Finnish cyber security company

F-Secure Corporation is a Finnish global cyber security and privacy company, which has its headquarters in Helsinki, Finland. F-Secure develops and sells antivirus, VPN, password management, and other consumer cyber security products and services for computers, mobile devices, smart TVs and internet of things devices. The company also offers several free-to-use tools on its website.

In 2022, F-Secure announced a demerger of its corporate and consumer businesses: the corporate business branch was renamed to WithSecure.

==History==
F-Secure was first established under the name Data Fellows by Petri Allas and Risto Siilasmaa on 16 May 1988. Data Fellows trained computer users and built customized databases. Three years later, the company launched its first major software project and developed the first heuristic scanner for antivirus products. F-Secure’s first antivirus product for Windows PCs was launched in 1994. Data Fellows became F-Secure in 1999. F-Secure was the first company that developed an anti-rootkit technology called BlackLight in 2005.

In June 2015, F-Secure expanded into the enterprise market by acquiring nSense, a Danish company that specialized in security consultation and vulnerability assessment. The purchase followed of Inverse Path, a privately owned Italian security consultancy with experience in avionics, automotive, and industrial control sectors.

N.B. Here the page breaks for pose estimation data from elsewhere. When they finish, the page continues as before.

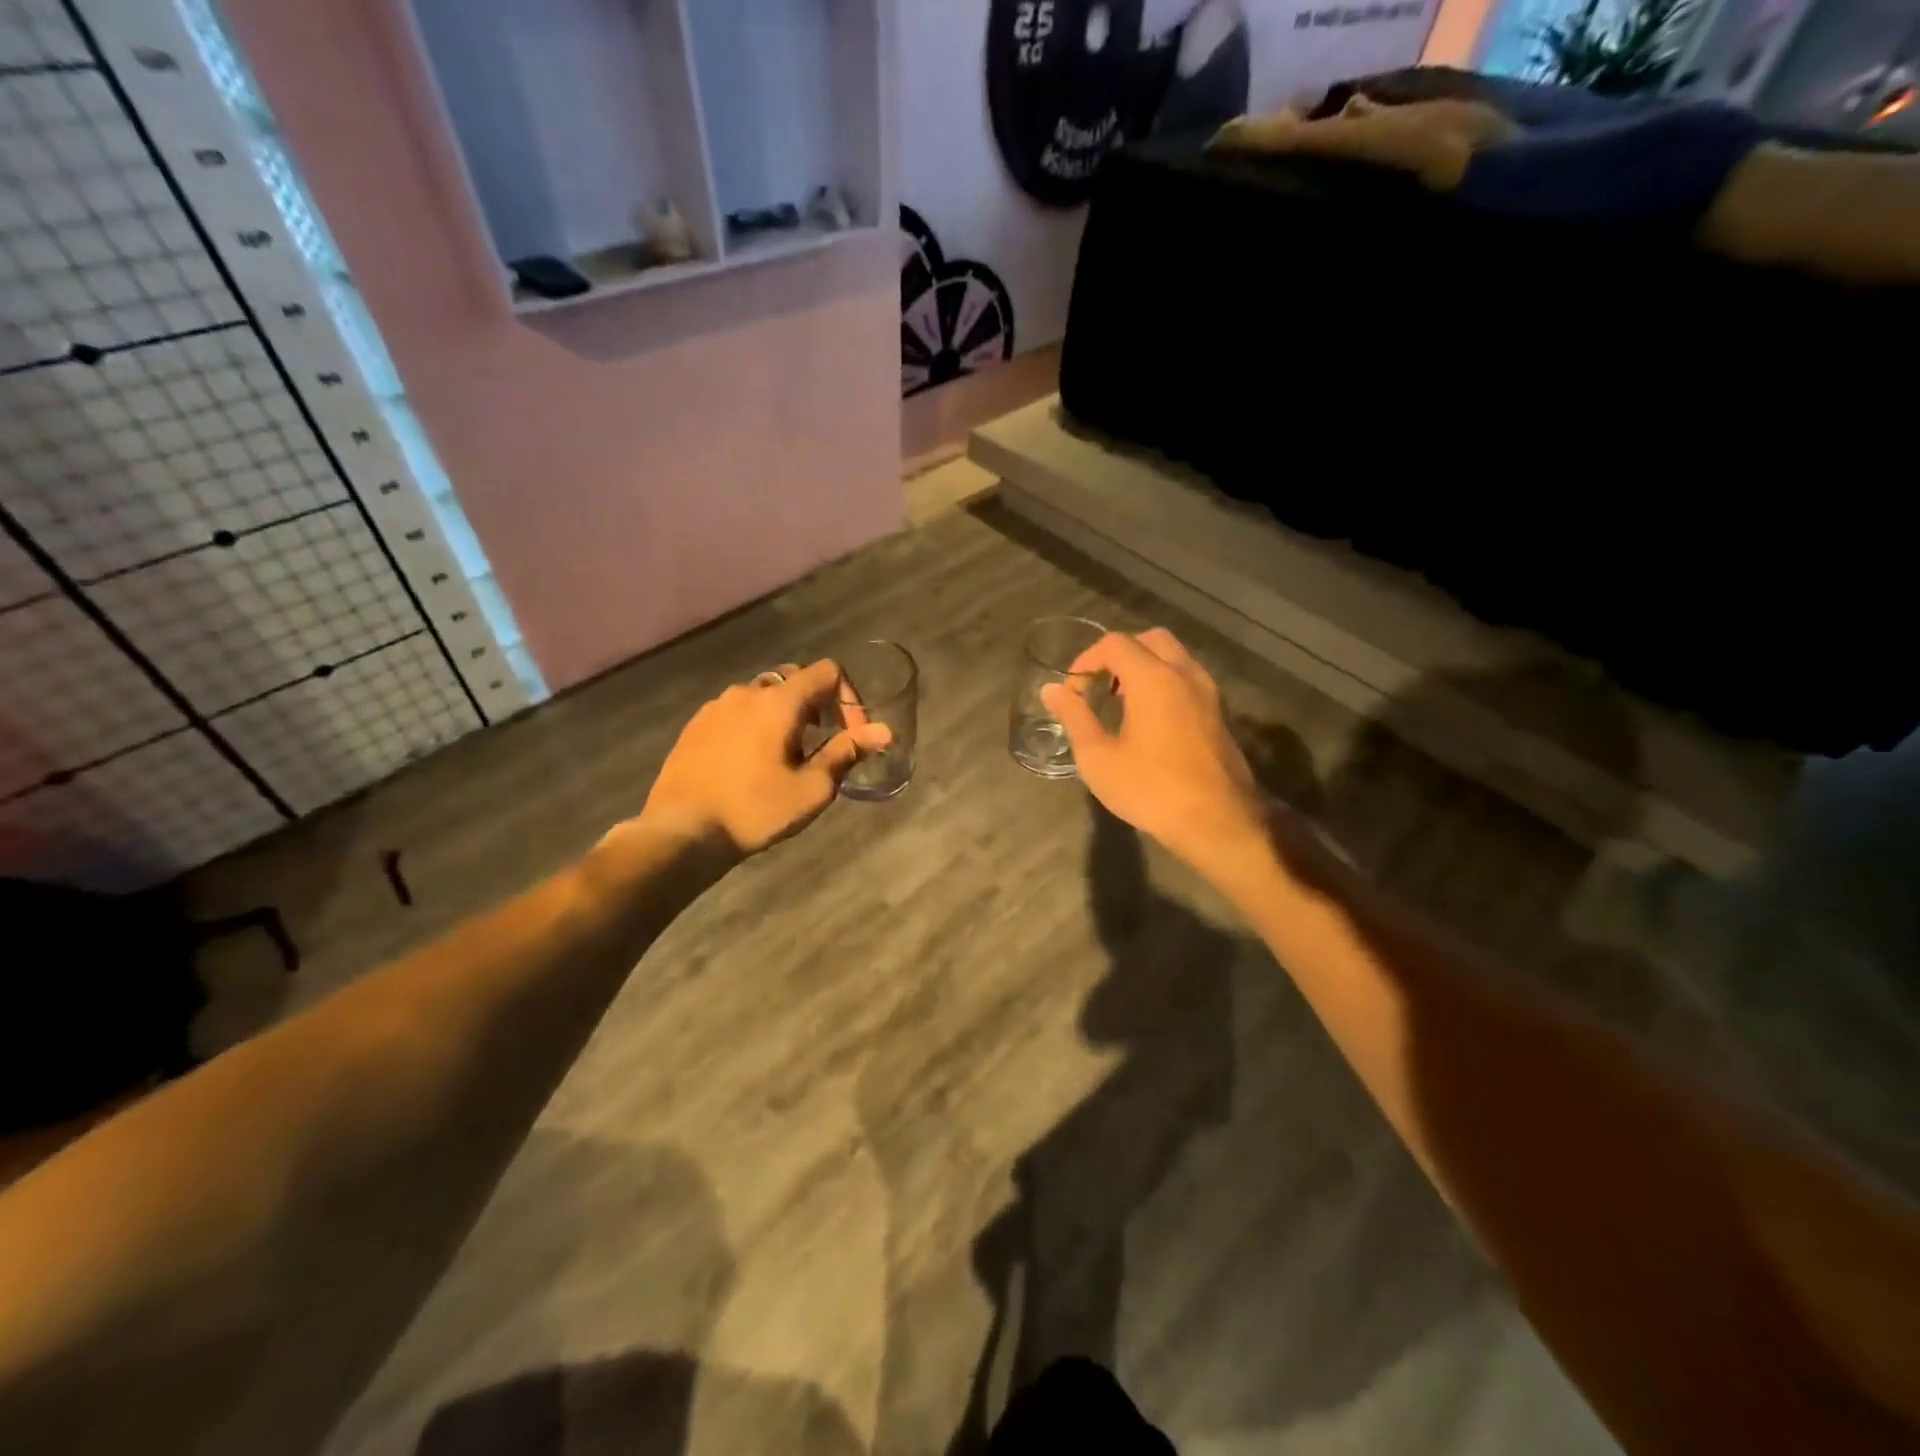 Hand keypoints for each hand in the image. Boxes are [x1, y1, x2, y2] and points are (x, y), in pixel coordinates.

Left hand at [641, 660, 890, 856]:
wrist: (680, 831)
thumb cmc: (754, 809)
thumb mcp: (812, 788)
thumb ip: (847, 752)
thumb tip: (884, 731)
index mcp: (779, 701)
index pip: (827, 671)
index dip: (849, 697)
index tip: (851, 734)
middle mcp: (747, 692)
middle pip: (795, 680)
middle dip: (818, 705)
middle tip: (822, 743)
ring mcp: (716, 706)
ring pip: (763, 696)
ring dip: (785, 715)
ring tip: (787, 755)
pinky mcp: (696, 725)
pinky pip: (737, 712)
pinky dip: (755, 725)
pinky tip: (751, 761)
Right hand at [1041, 628, 1266, 876]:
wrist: (1218, 822)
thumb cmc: (1151, 790)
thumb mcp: (1099, 759)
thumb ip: (1074, 718)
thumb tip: (1051, 690)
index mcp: (1153, 679)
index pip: (1115, 644)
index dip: (1086, 659)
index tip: (1072, 689)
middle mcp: (1184, 674)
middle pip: (1150, 640)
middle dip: (1119, 654)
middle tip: (1099, 685)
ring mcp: (1208, 692)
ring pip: (1174, 657)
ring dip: (1144, 666)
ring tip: (1121, 700)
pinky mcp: (1220, 713)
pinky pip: (1187, 678)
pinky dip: (1164, 681)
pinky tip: (1149, 718) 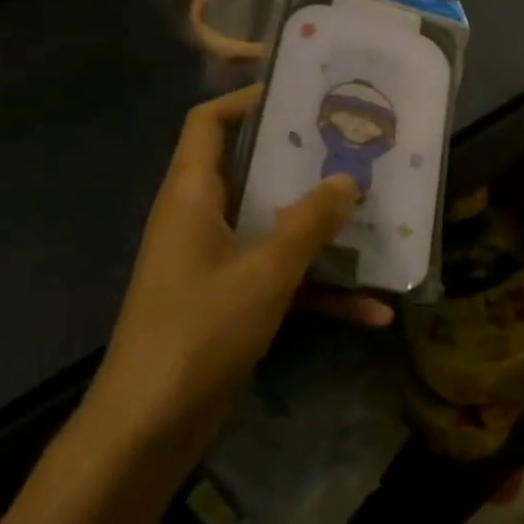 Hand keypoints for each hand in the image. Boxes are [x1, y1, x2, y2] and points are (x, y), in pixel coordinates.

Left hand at [82, 85, 389, 445]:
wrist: (147, 431)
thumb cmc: (199, 332)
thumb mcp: (265, 272)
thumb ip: (309, 222)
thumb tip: (348, 179)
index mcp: (192, 195)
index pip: (208, 123)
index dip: (247, 99)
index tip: (302, 92)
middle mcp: (201, 219)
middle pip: (252, 170)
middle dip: (304, 160)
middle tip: (355, 145)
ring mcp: (216, 262)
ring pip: (274, 226)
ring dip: (322, 227)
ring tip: (376, 213)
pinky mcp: (230, 302)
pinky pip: (281, 279)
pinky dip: (320, 289)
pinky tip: (374, 310) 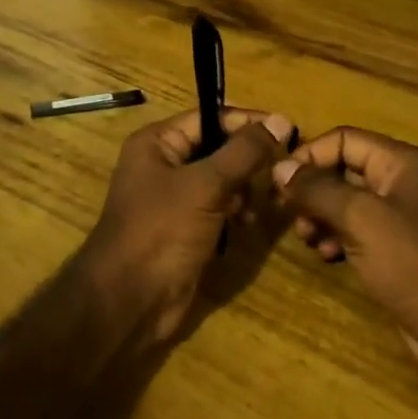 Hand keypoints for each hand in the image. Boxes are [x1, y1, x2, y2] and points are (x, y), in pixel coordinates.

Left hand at [80, 107, 295, 346]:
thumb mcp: (205, 185)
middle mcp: (164, 164)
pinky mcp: (186, 228)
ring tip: (266, 200)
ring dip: (245, 187)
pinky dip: (236, 210)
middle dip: (249, 158)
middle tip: (283, 168)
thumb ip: (244, 152)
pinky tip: (249, 222)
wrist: (129, 301)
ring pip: (221, 179)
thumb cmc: (161, 231)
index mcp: (157, 143)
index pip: (210, 117)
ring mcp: (174, 198)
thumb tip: (279, 120)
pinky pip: (218, 207)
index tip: (288, 130)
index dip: (247, 122)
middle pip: (217, 147)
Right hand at [274, 127, 417, 375]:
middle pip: (343, 170)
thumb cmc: (415, 263)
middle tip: (288, 216)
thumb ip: (318, 190)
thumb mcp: (361, 219)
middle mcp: (400, 182)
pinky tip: (328, 256)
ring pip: (346, 203)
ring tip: (308, 240)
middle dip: (312, 190)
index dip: (309, 155)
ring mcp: (400, 218)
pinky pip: (357, 231)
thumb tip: (280, 168)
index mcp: (399, 162)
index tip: (278, 183)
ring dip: (320, 216)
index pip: (343, 139)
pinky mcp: (397, 251)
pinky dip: (337, 238) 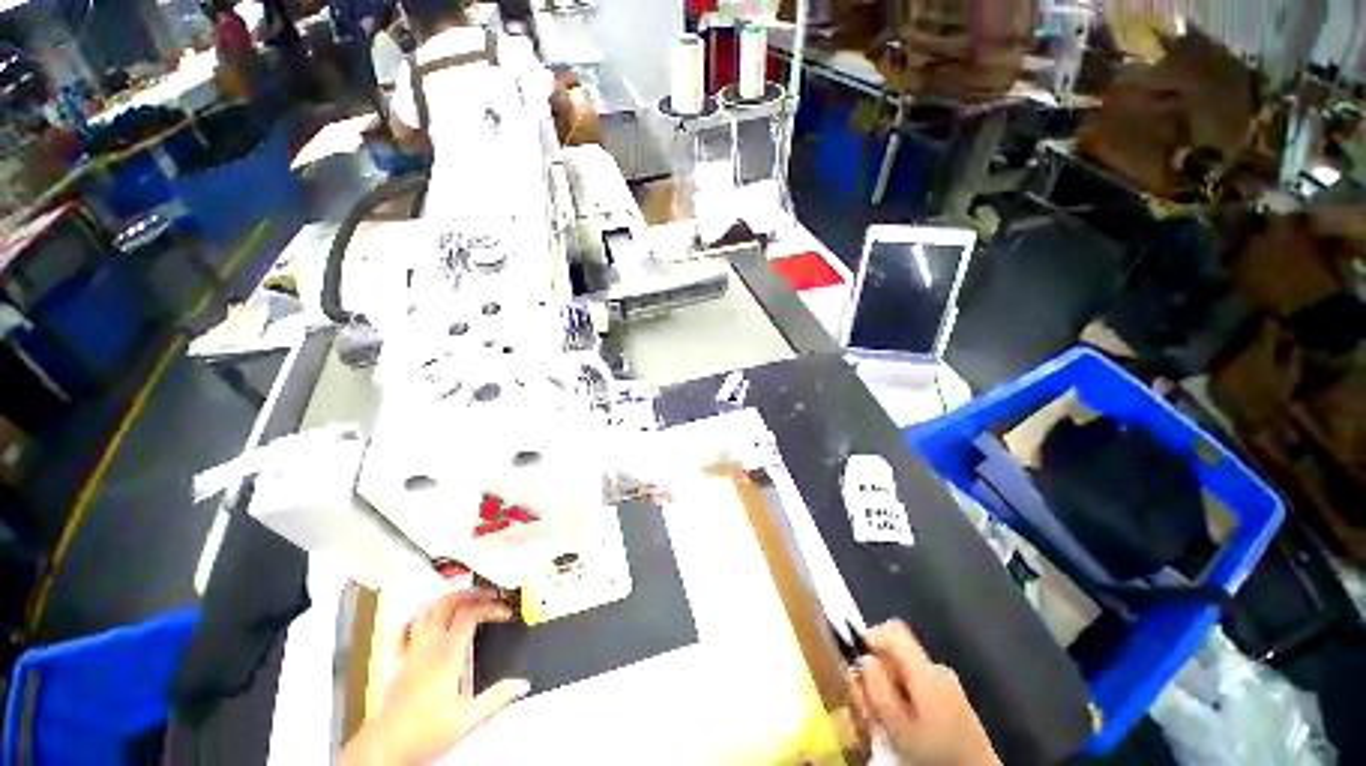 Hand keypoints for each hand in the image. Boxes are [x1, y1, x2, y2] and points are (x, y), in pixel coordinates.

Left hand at [342, 590, 529, 765]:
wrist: (384, 748)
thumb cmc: (422, 734)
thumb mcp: (466, 720)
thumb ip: (496, 698)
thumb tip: (521, 684)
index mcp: (447, 655)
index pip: (471, 613)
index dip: (491, 606)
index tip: (504, 612)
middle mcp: (428, 647)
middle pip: (449, 602)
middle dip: (472, 592)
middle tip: (489, 593)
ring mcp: (411, 651)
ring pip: (429, 610)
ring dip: (449, 598)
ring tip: (465, 596)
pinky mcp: (399, 661)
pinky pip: (407, 628)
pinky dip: (421, 614)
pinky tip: (428, 614)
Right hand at [851, 620, 998, 765]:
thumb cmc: (936, 753)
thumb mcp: (899, 726)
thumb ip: (879, 689)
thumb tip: (865, 658)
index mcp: (927, 671)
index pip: (894, 631)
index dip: (871, 635)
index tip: (857, 658)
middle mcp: (938, 669)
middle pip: (898, 652)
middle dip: (878, 670)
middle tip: (867, 699)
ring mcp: (948, 683)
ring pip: (906, 670)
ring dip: (889, 686)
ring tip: (883, 716)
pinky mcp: (953, 698)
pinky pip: (918, 683)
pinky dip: (904, 695)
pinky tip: (902, 721) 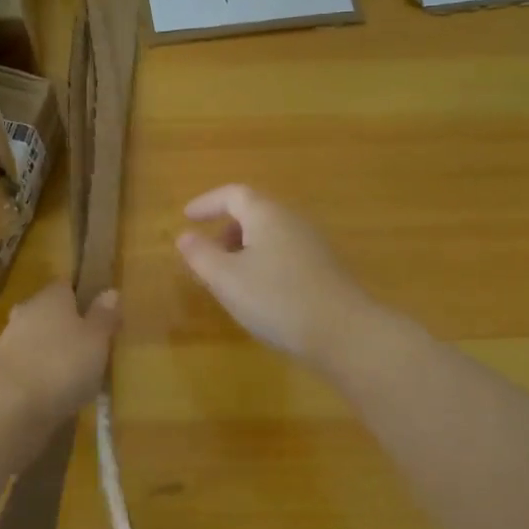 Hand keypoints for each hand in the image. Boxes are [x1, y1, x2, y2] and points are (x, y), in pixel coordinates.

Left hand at [0, 281, 120, 421]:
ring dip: (49, 355)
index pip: (67, 287)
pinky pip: (25, 369)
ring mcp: (7, 343)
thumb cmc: (61, 363)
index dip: (82, 298)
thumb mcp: (96, 340)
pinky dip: (37, 378)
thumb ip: (103, 317)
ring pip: (35, 342)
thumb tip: (110, 291)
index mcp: (52, 297)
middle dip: (64, 328)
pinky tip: (51, 396)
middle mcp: (27, 312)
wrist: (6, 405)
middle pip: (48, 314)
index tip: (98, 315)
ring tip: (73, 378)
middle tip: (87, 348)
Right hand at [176, 184, 374, 361]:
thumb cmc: (276, 299)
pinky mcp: (324, 268)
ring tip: (228, 278)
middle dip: (225, 228)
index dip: (207, 203)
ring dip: (244, 248)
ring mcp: (312, 244)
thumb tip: (185, 236)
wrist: (344, 333)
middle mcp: (292, 221)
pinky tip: (259, 293)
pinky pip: (284, 253)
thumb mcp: (227, 279)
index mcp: (266, 215)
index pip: (233, 194)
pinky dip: (263, 261)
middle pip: (254, 212)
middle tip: (206, 253)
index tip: (186, 217)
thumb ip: (201, 255)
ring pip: (270, 235) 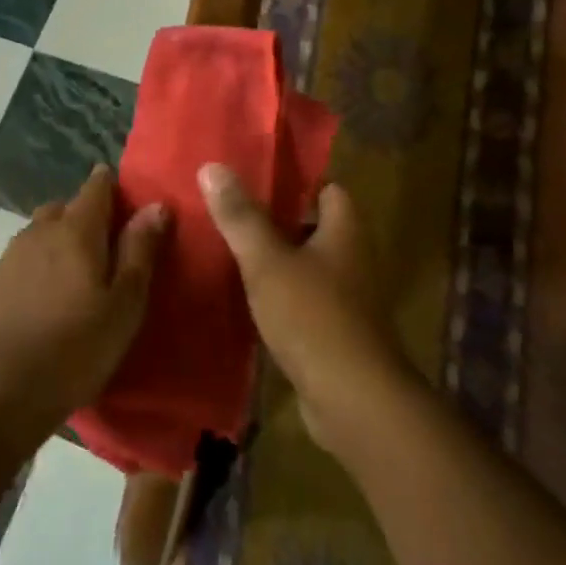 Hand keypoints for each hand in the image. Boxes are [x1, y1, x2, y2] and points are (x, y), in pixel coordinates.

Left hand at [0, 165, 167, 442]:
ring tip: (80, 270)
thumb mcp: (124, 304)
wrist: (2, 391)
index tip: (127, 197)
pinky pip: (24, 255)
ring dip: (61, 237)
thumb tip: (155, 205)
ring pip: (41, 231)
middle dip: (86, 214)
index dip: (111, 185)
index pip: (95, 188)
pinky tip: (49, 292)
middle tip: (109, 243)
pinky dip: (41, 260)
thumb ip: (139, 251)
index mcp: (75, 231)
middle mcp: (38, 232)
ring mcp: (10, 256)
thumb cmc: (77, 348)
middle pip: (65, 207)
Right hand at [198, 163, 415, 458]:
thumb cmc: (312, 316)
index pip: (327, 188)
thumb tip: (212, 166)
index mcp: (346, 230)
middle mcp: (353, 258)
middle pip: (314, 226)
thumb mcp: (267, 261)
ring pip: (307, 264)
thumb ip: (240, 216)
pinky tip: (245, 297)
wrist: (351, 398)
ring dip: (275, 259)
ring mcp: (348, 297)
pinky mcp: (336, 330)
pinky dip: (279, 294)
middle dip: (276, 220)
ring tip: (227, 249)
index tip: (252, 177)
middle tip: (229, 212)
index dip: (293, 181)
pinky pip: (304, 299)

F-Secure Client Security received the AV-TEST Best Protection award for the fifth time in 2016.

In June 2018, F-Secure acquired security company MWR InfoSecurity for £80 million ($106 million). F-Secure gained the MWR consulting business (now F-Secure Consulting), its threat hunting product Countercept (now F-Secure Managed Detection and Response), and its suite of phishing protection services, phishd.

On 17 February 2022 F-Secure announced a demerger of its corporate and consumer businesses. In conjunction with the demerger, the company was renamed as WithSecure Corporation. The consumer security business was to be transferred into a new independent company and continue using the name F-Secure Corporation. The demerger came into effect 1 July 2022, when F-Secure was listed on Nasdaq Helsinki and the corporate business was completely separated from the company.